In the case of employees and employers, the combined annual contribution limits for tax year 2016 are:
The lesser of $53,000 or 100% of the employee’s church or church-related employer taxable compensation (this would exclude Housing Allowance) - IRS Code 415(c)
Annual contributions can come from three sources:
- Church/Employer Contributions - Plan classification type “D”
- Participant Before-Tax Contributions - Plan classification type “A”
- Participant After-Tax Contributions - Plan classification type “G”
Combined contributions from all three sources cannot exceed the annual contribution limit. A qualified rollover from another retirement plan does not count against the annual limit.
1. Church/Employer Contributions (Plan classification type “D”)
- Paid and remitted by the church/employer as a fringe benefit (i.e. above and beyond the employee’s salary or regular wages)
- Not reported to the employee as income on the annual Form W-2
2. Participant Before-Tax Contributions (Plan classification type “A”)
- Subject to a limit of $18,000 for tax year 2016 (there are exceptions (see below))

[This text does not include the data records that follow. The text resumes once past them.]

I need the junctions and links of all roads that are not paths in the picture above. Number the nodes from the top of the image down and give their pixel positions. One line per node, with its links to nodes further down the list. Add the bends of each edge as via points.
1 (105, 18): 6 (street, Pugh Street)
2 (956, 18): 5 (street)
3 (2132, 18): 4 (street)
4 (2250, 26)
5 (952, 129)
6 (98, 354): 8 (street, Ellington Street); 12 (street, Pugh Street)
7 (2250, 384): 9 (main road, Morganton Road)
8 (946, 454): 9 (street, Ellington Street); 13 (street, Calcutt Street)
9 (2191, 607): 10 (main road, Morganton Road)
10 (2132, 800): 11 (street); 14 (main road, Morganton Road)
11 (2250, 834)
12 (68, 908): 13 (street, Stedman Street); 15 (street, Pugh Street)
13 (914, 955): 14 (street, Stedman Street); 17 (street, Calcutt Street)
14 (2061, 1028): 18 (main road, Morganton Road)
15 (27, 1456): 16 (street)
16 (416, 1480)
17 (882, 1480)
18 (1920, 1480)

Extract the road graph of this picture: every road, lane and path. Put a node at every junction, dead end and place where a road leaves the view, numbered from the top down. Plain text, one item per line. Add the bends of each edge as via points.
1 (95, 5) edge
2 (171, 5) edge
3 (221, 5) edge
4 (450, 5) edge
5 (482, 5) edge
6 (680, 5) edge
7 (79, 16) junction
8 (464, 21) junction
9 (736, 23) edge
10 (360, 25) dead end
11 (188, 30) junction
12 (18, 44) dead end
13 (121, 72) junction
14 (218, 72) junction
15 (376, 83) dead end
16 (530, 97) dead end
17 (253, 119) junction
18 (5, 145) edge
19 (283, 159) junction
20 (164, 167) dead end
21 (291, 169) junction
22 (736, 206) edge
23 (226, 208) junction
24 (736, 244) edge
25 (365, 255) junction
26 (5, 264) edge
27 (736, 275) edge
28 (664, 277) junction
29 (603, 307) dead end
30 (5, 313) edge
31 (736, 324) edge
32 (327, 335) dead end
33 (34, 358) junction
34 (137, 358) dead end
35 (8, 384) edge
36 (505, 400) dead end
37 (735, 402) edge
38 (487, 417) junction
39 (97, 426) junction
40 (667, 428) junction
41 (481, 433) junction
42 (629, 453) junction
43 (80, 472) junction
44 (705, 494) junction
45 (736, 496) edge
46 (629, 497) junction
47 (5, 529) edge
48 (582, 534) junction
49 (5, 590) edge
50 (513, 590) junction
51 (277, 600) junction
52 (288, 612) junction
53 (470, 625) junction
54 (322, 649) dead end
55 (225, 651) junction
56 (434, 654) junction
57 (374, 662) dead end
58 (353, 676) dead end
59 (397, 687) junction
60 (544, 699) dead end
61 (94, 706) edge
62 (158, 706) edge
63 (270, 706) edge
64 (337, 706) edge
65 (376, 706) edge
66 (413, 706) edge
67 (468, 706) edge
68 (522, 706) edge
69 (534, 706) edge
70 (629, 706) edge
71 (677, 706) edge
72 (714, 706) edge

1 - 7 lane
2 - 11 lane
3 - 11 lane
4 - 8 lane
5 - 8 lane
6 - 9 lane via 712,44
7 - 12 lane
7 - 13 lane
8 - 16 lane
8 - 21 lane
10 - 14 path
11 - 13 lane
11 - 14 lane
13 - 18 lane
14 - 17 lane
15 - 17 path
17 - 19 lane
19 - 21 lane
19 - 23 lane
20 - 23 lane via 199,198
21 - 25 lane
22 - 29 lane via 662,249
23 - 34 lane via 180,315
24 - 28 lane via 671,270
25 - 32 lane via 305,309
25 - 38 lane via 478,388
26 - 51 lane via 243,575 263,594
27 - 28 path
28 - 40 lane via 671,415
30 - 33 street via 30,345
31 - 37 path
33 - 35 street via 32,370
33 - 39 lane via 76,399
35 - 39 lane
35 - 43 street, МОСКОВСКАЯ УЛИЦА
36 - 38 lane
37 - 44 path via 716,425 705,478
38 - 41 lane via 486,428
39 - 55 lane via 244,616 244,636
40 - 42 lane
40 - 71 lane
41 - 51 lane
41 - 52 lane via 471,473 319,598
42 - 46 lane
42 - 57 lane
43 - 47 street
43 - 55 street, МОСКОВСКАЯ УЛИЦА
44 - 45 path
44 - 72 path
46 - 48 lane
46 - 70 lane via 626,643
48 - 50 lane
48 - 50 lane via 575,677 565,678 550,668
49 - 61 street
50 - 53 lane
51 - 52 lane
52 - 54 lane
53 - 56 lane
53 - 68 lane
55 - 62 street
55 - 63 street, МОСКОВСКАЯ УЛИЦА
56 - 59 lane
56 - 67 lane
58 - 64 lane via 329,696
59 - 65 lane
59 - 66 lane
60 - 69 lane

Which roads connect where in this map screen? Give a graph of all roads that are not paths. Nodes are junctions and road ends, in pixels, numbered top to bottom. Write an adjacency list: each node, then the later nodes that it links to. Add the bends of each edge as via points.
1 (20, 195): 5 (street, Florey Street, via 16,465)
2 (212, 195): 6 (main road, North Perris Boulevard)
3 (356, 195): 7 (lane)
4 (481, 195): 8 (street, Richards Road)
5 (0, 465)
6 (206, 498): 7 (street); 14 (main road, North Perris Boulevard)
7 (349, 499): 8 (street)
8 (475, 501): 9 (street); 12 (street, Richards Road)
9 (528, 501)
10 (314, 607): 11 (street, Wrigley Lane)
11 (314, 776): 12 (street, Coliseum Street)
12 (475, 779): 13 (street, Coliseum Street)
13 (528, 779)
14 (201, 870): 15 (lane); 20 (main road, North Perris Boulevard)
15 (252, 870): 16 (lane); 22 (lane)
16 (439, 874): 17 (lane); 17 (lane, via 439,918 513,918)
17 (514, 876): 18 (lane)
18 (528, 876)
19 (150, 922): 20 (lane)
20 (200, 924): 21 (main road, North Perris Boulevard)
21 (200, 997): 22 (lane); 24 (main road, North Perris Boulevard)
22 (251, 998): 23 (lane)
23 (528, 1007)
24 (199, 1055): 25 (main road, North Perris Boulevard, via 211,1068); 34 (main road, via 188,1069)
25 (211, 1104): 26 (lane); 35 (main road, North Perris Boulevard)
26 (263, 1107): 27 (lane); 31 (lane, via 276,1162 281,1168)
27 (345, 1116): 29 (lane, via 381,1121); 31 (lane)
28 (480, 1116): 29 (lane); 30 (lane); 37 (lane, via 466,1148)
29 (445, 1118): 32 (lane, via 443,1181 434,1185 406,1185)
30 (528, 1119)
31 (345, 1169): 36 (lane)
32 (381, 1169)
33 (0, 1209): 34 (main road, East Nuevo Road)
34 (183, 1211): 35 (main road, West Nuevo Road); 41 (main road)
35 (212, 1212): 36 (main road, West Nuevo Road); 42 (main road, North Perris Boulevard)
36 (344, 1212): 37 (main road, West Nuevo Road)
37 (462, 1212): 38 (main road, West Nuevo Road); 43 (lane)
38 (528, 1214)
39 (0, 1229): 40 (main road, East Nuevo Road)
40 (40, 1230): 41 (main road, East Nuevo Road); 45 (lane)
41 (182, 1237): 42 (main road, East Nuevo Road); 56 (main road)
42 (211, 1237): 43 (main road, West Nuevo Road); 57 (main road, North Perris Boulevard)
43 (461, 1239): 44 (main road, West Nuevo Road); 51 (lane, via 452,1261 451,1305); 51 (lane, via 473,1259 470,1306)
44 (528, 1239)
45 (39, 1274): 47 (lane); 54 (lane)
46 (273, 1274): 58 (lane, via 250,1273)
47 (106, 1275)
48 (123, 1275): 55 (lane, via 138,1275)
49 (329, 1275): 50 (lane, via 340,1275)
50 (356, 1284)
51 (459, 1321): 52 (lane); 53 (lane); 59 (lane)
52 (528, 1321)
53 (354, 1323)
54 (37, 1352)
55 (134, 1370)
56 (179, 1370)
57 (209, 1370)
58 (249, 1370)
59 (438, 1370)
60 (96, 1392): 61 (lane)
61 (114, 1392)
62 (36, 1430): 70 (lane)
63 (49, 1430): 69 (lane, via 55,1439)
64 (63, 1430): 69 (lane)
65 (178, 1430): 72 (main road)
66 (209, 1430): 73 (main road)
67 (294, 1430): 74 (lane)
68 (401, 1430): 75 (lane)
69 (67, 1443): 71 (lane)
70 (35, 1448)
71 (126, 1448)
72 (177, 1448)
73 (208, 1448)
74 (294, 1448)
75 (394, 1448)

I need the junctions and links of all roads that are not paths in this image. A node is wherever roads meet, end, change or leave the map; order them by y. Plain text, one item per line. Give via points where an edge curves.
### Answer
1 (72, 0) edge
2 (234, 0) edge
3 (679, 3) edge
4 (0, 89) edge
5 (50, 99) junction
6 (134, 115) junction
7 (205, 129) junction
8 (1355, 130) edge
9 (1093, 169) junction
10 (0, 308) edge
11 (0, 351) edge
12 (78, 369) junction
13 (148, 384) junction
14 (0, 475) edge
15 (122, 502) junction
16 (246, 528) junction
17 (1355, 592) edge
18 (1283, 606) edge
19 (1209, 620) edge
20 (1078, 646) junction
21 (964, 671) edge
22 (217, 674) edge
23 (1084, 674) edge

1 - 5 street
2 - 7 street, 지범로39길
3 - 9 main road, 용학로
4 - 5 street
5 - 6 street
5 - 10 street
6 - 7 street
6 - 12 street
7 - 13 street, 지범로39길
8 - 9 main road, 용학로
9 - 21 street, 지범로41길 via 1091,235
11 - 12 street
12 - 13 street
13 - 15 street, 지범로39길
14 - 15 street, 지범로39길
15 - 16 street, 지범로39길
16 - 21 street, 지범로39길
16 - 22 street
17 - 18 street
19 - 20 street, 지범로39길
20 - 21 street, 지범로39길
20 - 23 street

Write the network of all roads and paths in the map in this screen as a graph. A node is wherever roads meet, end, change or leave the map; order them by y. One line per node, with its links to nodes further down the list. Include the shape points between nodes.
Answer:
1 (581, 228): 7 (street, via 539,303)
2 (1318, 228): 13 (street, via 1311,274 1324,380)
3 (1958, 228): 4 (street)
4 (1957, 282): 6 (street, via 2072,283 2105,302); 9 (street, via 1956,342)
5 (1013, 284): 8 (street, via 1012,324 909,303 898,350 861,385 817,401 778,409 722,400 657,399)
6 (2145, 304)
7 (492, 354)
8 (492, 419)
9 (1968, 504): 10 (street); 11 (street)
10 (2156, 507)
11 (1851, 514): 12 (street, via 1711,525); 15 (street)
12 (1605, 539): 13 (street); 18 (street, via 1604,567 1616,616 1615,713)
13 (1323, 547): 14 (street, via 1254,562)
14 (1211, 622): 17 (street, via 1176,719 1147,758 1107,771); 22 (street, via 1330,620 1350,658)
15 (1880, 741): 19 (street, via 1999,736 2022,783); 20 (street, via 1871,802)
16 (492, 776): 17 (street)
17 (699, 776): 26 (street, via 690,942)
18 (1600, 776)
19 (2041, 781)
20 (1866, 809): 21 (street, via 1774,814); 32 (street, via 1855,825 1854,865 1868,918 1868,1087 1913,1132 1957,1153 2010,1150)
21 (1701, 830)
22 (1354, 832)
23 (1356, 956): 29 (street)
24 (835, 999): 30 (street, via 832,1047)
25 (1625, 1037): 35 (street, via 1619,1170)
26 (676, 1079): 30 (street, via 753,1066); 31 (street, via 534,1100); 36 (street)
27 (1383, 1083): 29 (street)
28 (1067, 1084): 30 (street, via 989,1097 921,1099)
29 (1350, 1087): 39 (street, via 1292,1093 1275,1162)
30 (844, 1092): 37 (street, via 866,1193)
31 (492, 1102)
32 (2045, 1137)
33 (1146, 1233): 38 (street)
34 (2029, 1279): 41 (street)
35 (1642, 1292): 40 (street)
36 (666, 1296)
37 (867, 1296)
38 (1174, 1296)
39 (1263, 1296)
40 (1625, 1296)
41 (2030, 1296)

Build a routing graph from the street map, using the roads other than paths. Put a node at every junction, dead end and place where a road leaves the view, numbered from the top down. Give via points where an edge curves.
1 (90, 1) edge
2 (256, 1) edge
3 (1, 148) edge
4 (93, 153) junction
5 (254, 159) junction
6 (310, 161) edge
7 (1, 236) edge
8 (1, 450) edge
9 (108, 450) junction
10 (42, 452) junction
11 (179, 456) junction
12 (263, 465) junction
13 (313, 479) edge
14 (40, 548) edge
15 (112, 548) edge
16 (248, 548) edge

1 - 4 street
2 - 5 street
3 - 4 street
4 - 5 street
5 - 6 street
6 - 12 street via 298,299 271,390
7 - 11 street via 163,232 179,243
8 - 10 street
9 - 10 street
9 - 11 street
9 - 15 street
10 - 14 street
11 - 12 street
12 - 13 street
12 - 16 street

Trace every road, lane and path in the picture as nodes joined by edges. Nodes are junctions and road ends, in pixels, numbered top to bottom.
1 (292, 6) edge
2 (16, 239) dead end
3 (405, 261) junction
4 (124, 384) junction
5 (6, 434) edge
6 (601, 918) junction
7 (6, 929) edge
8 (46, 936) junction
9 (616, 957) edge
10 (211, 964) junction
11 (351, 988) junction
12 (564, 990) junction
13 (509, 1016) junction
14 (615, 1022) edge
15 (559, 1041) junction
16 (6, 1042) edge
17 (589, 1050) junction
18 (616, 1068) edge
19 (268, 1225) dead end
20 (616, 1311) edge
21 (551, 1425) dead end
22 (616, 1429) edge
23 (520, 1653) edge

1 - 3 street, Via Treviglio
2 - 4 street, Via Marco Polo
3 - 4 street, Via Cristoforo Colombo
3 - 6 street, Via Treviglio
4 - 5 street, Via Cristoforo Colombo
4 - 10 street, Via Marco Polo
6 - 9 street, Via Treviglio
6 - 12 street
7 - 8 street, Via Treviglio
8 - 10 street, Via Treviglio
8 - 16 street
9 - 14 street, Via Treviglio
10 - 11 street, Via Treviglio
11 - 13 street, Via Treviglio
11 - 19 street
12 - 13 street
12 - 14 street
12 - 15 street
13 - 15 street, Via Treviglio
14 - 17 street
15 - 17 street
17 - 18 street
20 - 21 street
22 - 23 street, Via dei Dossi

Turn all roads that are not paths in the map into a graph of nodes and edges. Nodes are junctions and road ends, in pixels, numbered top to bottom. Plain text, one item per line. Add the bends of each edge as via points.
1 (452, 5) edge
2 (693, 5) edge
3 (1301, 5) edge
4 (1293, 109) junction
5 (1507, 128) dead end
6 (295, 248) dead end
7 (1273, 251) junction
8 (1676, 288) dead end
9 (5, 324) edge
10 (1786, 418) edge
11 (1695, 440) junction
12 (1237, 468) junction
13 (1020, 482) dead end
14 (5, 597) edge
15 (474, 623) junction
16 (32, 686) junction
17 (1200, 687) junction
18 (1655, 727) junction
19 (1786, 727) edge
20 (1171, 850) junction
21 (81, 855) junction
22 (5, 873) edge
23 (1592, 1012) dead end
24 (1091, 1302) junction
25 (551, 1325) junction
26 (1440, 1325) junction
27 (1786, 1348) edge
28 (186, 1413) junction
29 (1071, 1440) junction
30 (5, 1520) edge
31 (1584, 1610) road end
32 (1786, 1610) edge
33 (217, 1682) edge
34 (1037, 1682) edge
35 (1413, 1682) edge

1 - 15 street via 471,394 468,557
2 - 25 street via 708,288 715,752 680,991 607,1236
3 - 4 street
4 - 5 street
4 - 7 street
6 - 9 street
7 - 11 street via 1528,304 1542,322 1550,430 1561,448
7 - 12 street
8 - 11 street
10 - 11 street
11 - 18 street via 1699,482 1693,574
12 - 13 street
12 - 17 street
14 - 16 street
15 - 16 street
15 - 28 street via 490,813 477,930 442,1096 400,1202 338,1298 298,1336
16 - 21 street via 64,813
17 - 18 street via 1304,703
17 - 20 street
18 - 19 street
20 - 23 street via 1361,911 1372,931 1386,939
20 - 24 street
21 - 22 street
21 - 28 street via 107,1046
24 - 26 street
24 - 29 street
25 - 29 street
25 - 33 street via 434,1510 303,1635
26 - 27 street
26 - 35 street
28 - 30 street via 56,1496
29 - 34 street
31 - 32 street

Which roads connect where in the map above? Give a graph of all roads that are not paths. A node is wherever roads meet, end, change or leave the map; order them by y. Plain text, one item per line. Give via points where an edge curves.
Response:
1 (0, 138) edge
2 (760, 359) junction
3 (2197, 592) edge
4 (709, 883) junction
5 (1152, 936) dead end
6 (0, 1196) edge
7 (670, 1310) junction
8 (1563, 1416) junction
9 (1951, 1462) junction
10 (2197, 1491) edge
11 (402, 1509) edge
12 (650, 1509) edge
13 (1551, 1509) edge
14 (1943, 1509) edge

- Paid (via salary reduction) by the participant and remitted by the church/employer based on a salary reduction agreement between the employer and employee. The salary reduction agreement, which must be kept on file by the employer, allows the participant to reduce currently taxable income and, therefore, current tax liability - IRS Code 402(g).
- Reported on the W-2 Form in Box 12 (Code E), but NOT included in Box 1 as a part of wages. For non-ordained (lay) employees, this amount would, however, be reported and taxed as a part of Social Security Wages and Medicare Wages in Boxes 3 and 5.
3. Participant After-Tax Contributions (Plan classification type “G”)
- Paid by participant on a personal check, typically. Could also be remitted on a church/employer check if withheld from net pay (after taxes) rather than from gross pay.
Plan participants over 50 years of age are allowed to increase their participant before-tax contribution limit by $6,000 for tax year 2016. This means they can contribute $18,000 plus $6,000 for a total of $24,000. In this case the annual contribution limit is increased to 100% of taxable compensation (this would exclude Housing Allowance) or $59,000, whichever is the lesser - IRS Code 414(v).
Plan participants with at least 15 years of service to the Church of God are allowed to increase their participant before-tax contributions by up to $3,000 in any one year. Maximum life-time contribution under this ruling is $15,000. This means they can contribute $18,000 plus $3,000 for a total of $21,000. The fifteen years of service can be aggregated periods added together. There is no age factor involved. The annual compensation limit remains unchanged in this case - IRS Code 402(g).
Plan participants over 50 years of age and with at least 15 years of service to the Church of God qualify under both of these exceptions to the general participant before-tax contribution limit rule. They could contribute up to $27,000 by this method to the plan. However for both catch-up contributions limits (i.e. Age 50 catch-up and the 15 years of service) there is a required ordering of elective deferrals. The required ordering is:
- First, utilize regular 402(g) limits ($18,000 for 2016);
- Next, special “15 years of service” catch-up contribution limit (maximum $3,000/year with $15,000 lifetime limit - if you have 15 years of service); and
- Finally, “Age 50” catch-up contributions ($6,000 for 2016, if age 50 or older).